BEGIN Extracted entries

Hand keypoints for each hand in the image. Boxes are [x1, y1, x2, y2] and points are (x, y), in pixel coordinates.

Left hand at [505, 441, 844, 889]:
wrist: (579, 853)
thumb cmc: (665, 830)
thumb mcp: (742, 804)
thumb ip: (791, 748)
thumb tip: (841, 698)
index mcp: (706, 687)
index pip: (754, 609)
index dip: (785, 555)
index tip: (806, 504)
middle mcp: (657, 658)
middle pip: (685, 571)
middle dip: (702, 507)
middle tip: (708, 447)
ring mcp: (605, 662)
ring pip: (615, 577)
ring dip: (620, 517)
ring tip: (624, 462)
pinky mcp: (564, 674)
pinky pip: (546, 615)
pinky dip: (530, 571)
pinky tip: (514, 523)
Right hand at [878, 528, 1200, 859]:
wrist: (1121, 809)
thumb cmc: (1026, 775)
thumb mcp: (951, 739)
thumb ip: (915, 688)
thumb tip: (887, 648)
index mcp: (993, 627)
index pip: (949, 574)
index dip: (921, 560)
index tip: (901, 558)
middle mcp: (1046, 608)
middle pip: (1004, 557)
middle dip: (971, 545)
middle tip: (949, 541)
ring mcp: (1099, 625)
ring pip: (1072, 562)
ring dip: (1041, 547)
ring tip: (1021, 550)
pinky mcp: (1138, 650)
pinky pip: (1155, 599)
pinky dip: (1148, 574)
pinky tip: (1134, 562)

END Extracted entries

Requirement: When you answer, output all of the material exactly as it appears above.

Result:
Hand keypoints for each hand in the image. Boxes are [x1, y1, x2, y2] and points are (x, y), in pixel coordinates.

Left hand at [505, 441, 844, 889]:
wrist: (579, 853)
thumb cmc: (665, 830)
thumb mcp: (742, 804)
thumb ip: (791, 748)
thumb tip: (841, 698)
index mcp: (706, 687)
index pip: (754, 609)
index dip: (785, 555)
index tip: (806, 504)
middle mcp: (657, 658)
middle pip: (685, 571)
middle dip: (702, 507)
middle tip: (708, 447)
ring mcp: (605, 662)
ring pip: (615, 577)
ring dip: (620, 517)
ring tip: (624, 462)
pinky mcp: (564, 674)
pinky pip: (546, 615)
pinky dip: (530, 571)
pinky tip: (514, 523)
Right hand at [878, 528, 1200, 859]:
wrist: (1121, 809)
thumb cmc: (1026, 775)
thumb mcp: (951, 739)
thumb ip: (915, 688)
thumb tip: (887, 648)
index mcp: (993, 627)
index pip: (949, 574)
index dip: (921, 560)
index tip: (901, 558)
middle mcp: (1046, 608)
middle pip: (1004, 557)
middle dip: (971, 545)
middle tip: (949, 541)
ring mcp: (1099, 625)
ring pip: (1072, 562)
ring dip: (1041, 547)
ring tip: (1021, 550)
pinky mcp: (1138, 650)
pinky pip: (1155, 599)
pinky dip: (1148, 574)
pinky tip: (1134, 562)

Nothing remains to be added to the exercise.